Task objective: Write the data out again, character for character, with no images.

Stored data

--- START ---

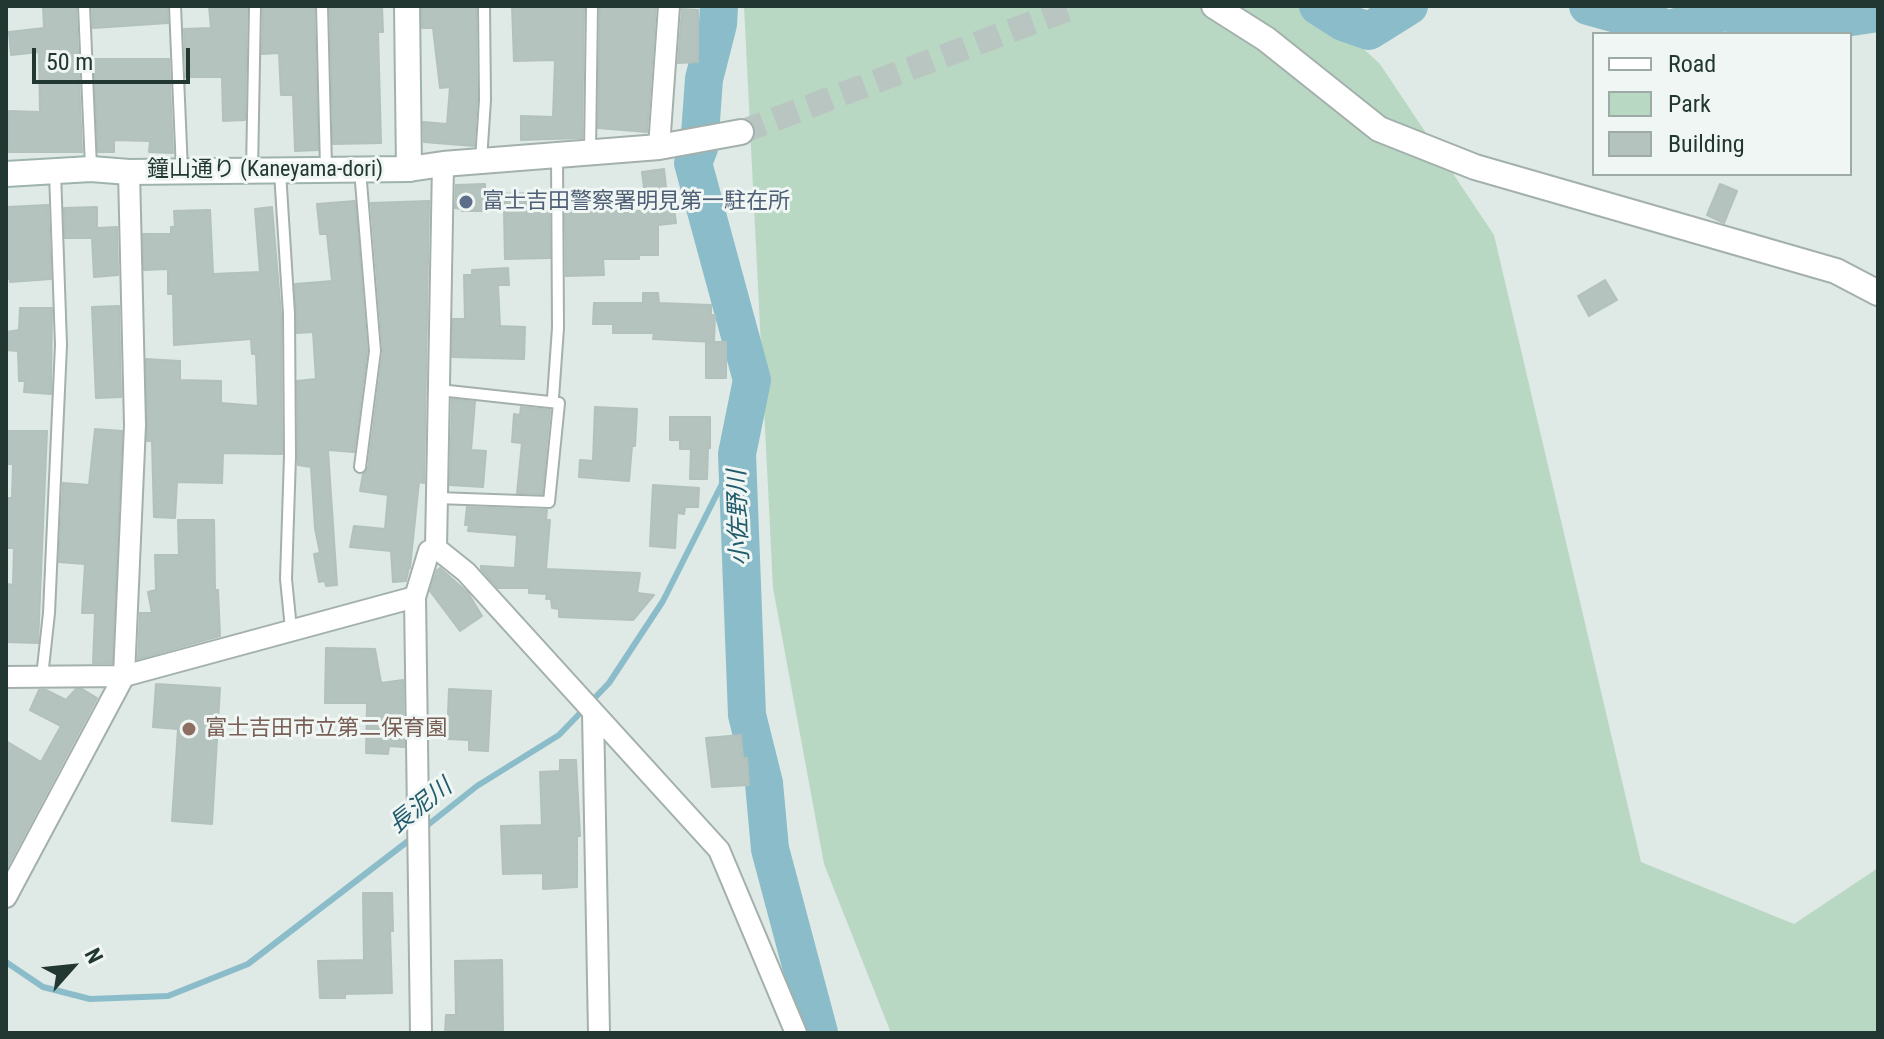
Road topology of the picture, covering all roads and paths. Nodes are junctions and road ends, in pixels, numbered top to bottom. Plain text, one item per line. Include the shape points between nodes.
1 (84, 6) edge
2 (175, 6) edge
3 (255, 6) edge
4 (322, 6) edge
5 (407, 6) edge
6 (484, 6) edge
7 (592, 6) edge
8 (669, 6) edge
9 (1214, 6) edge
10 (729, 134) tunnel mouth
11 (659, 147) junction
12 (590, 152) junction
13 (557, 155) junction
14 (481, 161) junction
15 (443, 164) junction
16 (91, 169) junction
17 (409, 169) junction
18 (280, 170) junction
19 (326, 170) junction
20 (360, 170) junction
21 (182, 171) junction
22 (252, 171) junction
23 (55, 172) junction
24 (129, 172) junction
25 (6, 174) edge
26 (1878, 293) edge
27 (439, 390) junction
28 (551, 401) junction
29 (360, 467) dead end
30 (437, 498) junction
31 (436, 548) junction
32 (415, 597) junction
33 (291, 629) junction
34 (124, 676) junction
35 (6, 677) edge
36 (42, 677) junction
37 (593, 712) junction
38 (6, 897) edge
39 (421, 1033) edge
40 (599, 1033) edge
41 (796, 1033) edge

1 - 16 lane
2 - 21 lane
3 - 22 lane
4 - 19 lane
5 - 17 street, 鐘山通り (Kaneyama-dori)
6 - 14 lane
7 - 12 lane
8 - 11 street
9 - 26 street via 1266,39 1379,129 1475,167 1836,271
10 - 11 street
11 - 12 street
12 - 13 street
13 - 14 street
13 - 28 lane via 558,328
14 - 15 street
15 - 17 street
15 - 27 street
16 - 23 street, 鐘山通り (Kaneyama-dori)
16 - 24 street, 鐘山通り (Kaneyama-dori)
17 - 20 street, 鐘山通り (Kaneyama-dori)
18 - 19 street, 鐘山通り (Kaneyama-dori)
18 - 22 street, 鐘山通り (Kaneyama-dori)
18 - 33 lane via 288,294 286,579
19 - 20 street, 鐘山通り (Kaneyama-dori)
20 - 29 lane via 375,351
21 - 22 street, 鐘山通り (Kaneyama-dori)
21 - 24 street, 鐘山通り (Kaneyama-dori)
23 - 25 street, 鐘山通り (Kaneyama-dori)
23 - 36 lane via 61,345
24 - 34 street via 135,425
27 - 28 lane
27 - 30 street
28 - 30 lane via 559,403 549,502
30 - 31 street
31 - 32 street via 429,551
31 - 37 street via 466,572
32 - 33 street
32 - 39 street
33 - 34 street
34 - 36 street
34 - 38 street
35 - 36 street
37 - 40 street
37 - 41 street via 719,850

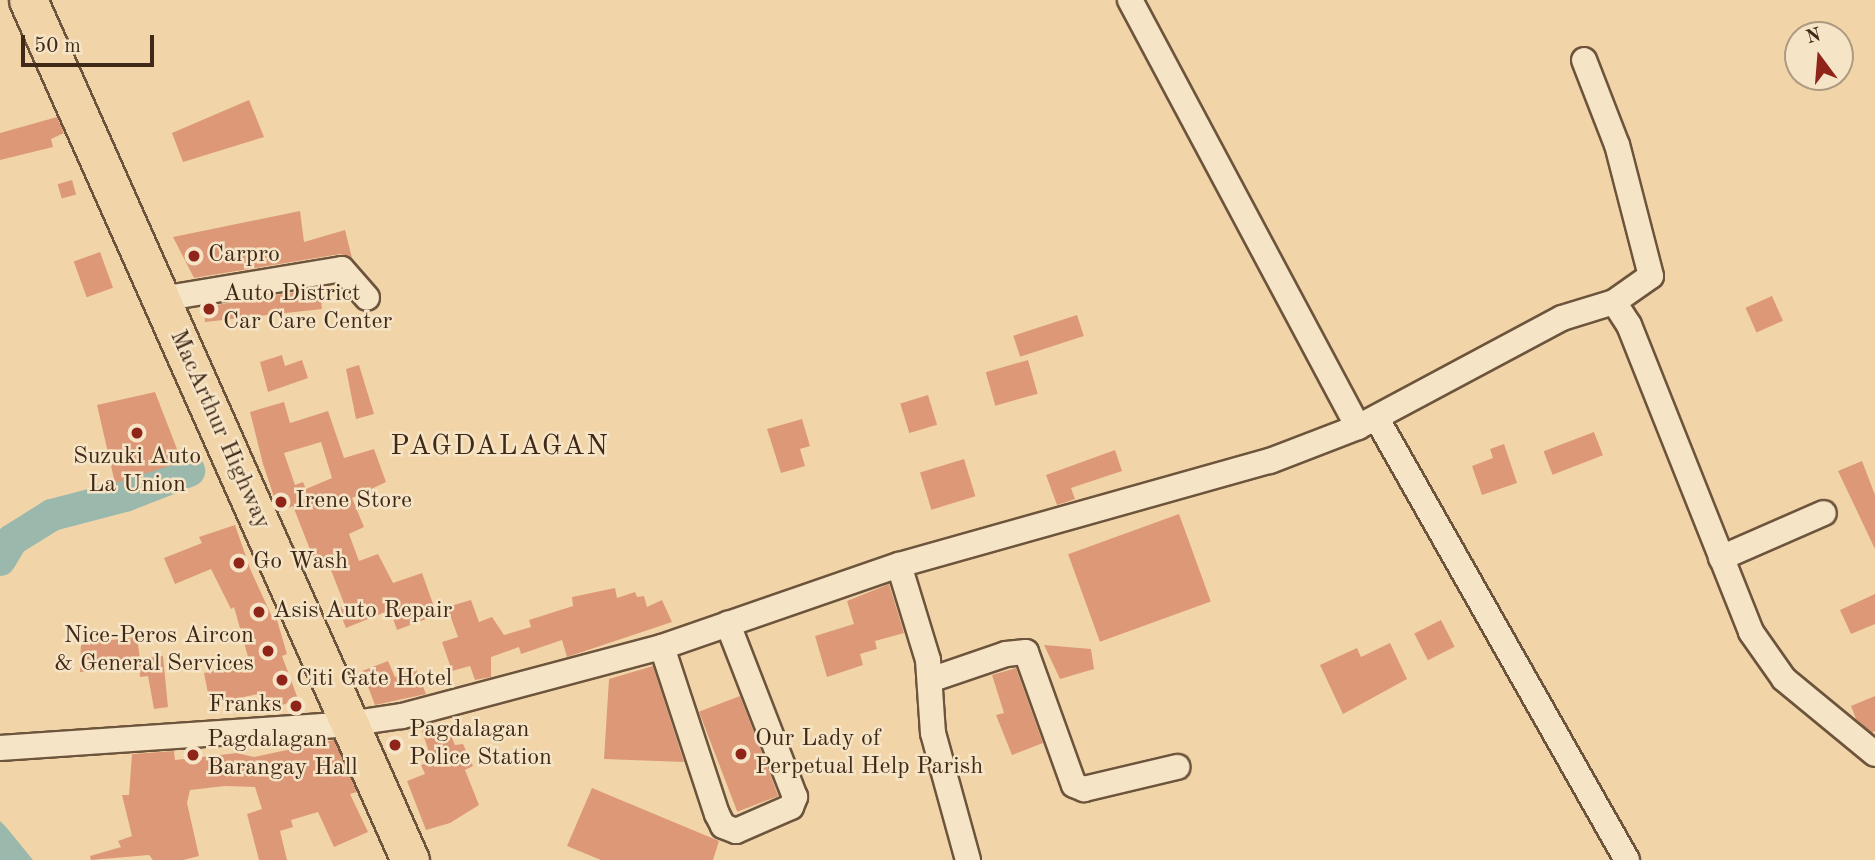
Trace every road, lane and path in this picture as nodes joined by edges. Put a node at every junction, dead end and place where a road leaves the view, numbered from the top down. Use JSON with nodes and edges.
{"nodes":[{"id":1,"x":28,"y":0,"type":"edge"},
{"id":2,"x":1130,"y":0,"type":"edge"},
{"id":3,"x":1584,"y":60,"type":"dead end"},
{"id":4,"x":162,"y":299,"type":"junction"},
{"id":5,"x":368,"y":299,"type":"dead end"},
{"id":6,"x":1614,"y":302,"type":"junction"},
{"id":7,"x":1367,"y":423,"type":"junction"},
{"id":8,"x":1824,"y":513,"type":"dead end"},
{"id":9,"x":1721,"y":558,"type":"junction"},
{"id":10,"x":899,"y":565,"type":"junction"},
{"id":11,"x":727,"y":624,"type":"junction"},
{"id":12,"x":662,"y":648,"type":"junction"},
{"id":13,"x":930,"y":680,"type":"junction"},
{"id":14,"x":348,"y":724,"type":"junction"},
{"id":15,"x":0,"y":748,"type":"edge"},
{"id":16,"x":1875,"y":754,"type":"edge"},
{"id":17,"x":1177,"y":766,"type":"dead end"},
{"id":18,"x":410,"y":860,"type":"edge"},
{"id":19,"x":968,"y":860,"type":"edge"},
{"id":20,"x":1627,"y":860,"type":"edge"}],
"edges":[{"from":1,"to":4,"type":"highway","name":"MacArthur Highway"},
{"from":2,"to":7,"type":"street"},
{"from":3,"to":6,"type":"street"},
{"from":4,"to":5,"type":"street"},
{"from":4,"to":14,"type":"highway","name":"MacArthur Highway"},
{"from":6,"to":7,"type":"street"},
{"from":6,"to":9,"type":"street"},
{"from":7,"to":10,"type":"street"},
{"from":7,"to":20,"type":"street"},
{"from":8,"to":9,"type":"street"},
{"from":9,"to":16,"type":"street"},
{"from":10,"to":11,"type":"street"},
{"from":10,"to":13,"type":"street"},
{"from":11,"to":12,"type":"street"},
{"from":11,"to":12,"type":"street"},
{"from":12,"to":14,"type":"street"},
{"from":13,"to":17,"type":"street"},
{"from":13,"to":19,"type":"street"},
{"from":14,"to":15,"type":"street"},
{"from":14,"to":18,"type":"highway","name":"MacArthur Highway"}]}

--- END ---

Response:
Road topology of the picture, covering all roads and paths. Nodes are junctions and road ends, in pixels, numbered top to bottom. Plain text, one item per line. Include the shape points between nodes.
1 (84, 6) edge
2 (175, 6) edge
3 (255, 6) edge
4 (322, 6) edge
5 (407, 6) edge
6 (484, 6) edge
7 (592, 6) edge
8 (669, 6) edge
9 (1214, 6) edge
10 (729, 134) tunnel mouth
11 (659, 147) junction
12 (590, 152) junction
13 (557, 155) junction
14 (481, 161) junction
15 (443, 164) junction
16 (91, 169) junction
17 (409, 169) junction
18 (280, 170) junction
19 (326, 170) junction
20 (360, 170) junction
21 (182, 171) junction
22 (252, 171) junction
23 (55, 172) junction
24 (129, 172) junction
25 (6, 174) edge
26 (1878, 293) edge
27 (439, 390) junction
28 (551, 401) junction
29 (360, 467) dead end
30 (437, 498) junction
31 (436, 548) junction
32 (415, 597) junction
33 (291, 629) junction
34 (124, 676) junction
35 (6, 677) edge
36 (42, 677) junction
37 (593, 712) junction
38 (6, 897) edge
39 (421, 1033) edge
40 (599, 1033) edge
41 (796, 1033) edge

1 - 16 lane
2 - 21 lane
3 - 22 lane
4 - 19 lane
5 - 17 street, 鐘山通り (Kaneyama-dori)
6 - 14 lane
7 - 12 lane
8 - 11 street
9 - 26 street via 1266,39 1379,129 1475,167 1836,271
10 - 11 street
11 - 12 street
12 - 13 street
13 - 14 street
13 - 28 lane via 558,328
14 - 15 street
15 - 17 street
15 - 27 street
16 - 23 street, 鐘山通り (Kaneyama-dori)
16 - 24 street, 鐘山通り (Kaneyama-dori)
17 - 20 street, 鐘山通り (Kaneyama-dori)
18 - 19 street, 鐘山通り (Kaneyama-dori)
18 - 22 street, 鐘山通り (Kaneyama-dori)
18 - 33 lane via 288,294 286,579
19 - 20 street, 鐘山通り (Kaneyama-dori)
20 - 29 lane via 375,351
21 - 22 street, 鐘山通り (Kaneyama-dori)
21 - 24 street, 鐘山通り (Kaneyama-dori)
23 - 25 street, 鐘山通り (Kaneyama-dori)
23 - 36 lane via 61,345
24 - 34 street via 135,425
27 - 28 lane
27 - 30 street
28 - 30 lane via 559,403 549,502
30 - 31 street
31 - 32 street via 429,551
31 - 37 street via 466,572
32 - 33 street
32 - 39 street
33 - 34 street
34 - 36 street
34 - 38 street
35 - 36 street
37 - 40 street
37 - 41 street via 719,850

Trace every road, lane and path in this picture as nodes joined by edges. Put a node at every junction, dead end and place where a road leaves the view, numbered from the top down. Use JSON with nodes and edges.
{"nodes":[{"id":1,"x":28,"y":0,"type":"edge"},
{"id":2,"x":1130,"y":0,"type":"edge"},
{"id":3,"x":1584,"y":60,"type":"dead end"},
{"id":4,"x":162,"y":299,"type":"junction"},
{"id":5,"x":368,"y":299,"type":"dead end"},
{"id":6,"x":1614,"y":302,"type":"junction"},
{"id":7,"x":1367,"y":423,"type":"junction"},
{"id":8,"x":1824,"y":513,"type":"dead end"},
{"id":9,"x":1721,"y":558,"type":"junction"},
{"id":10,"x":899,"y":565,"type":"junction"},
{"id":11,"x":727,"y":624,"type":"junction"},
{"id":12,"x":662,"y":648,"type":"junction"},
{"id":13,"x":930,"y":680,"type":"junction"},
{"id":14,"x":348,"y":724,"type":"junction"},
{"id":15,"x":0,"y":748,"type":"edge"},
{"id":16,"x":1875,"y":754,"type":"edge"},
{"id":17,"x":1177,"y":766,"type":"dead end"},
{"id":18,"x":410,"y":860,"type":"edge"},
{"id":19,"x":968,"y":860,"type":"edge"},
{"id":20,"x":1627,"y":860,"type":"edge"}],
"edges":[{"from":1,"to":4,"type":"highway","name":"MacArthur Highway"},
{"from":2,"to":7,"type":"street"},
{"from":3,"to":6,"type":"street"},
{"from":4,"to":5,"type":"street"},
{"from":4,"to":14,"type":"highway","name":"MacArthur Highway"},
{"from":6,"to":7,"type":"street"},
{"from":6,"to":9,"type":"street"},
{"from":7,"to":10,"type":"street"},
{"from":7,"to":20,"type":"street"},
{"from":8,"to":9,"type":"street"},
{"from":9,"to":16,"type":"street"},
{"from":10,"to":11,"type":"street"},
{"from":10,"to":13,"type":"street"},
{"from":11,"to":12,"type":"street"},
{"from":11,"to":12,"type":"street"},
{"from":12,"to":14,"type":"street"},
{"from":13,"to":17,"type":"street"},
{"from":13,"to":19,"type":"street"},
{"from":14,"to":15,"type":"street"},
{"from":14,"to":18,"type":"highway","name":"MacArthur Highway"}]}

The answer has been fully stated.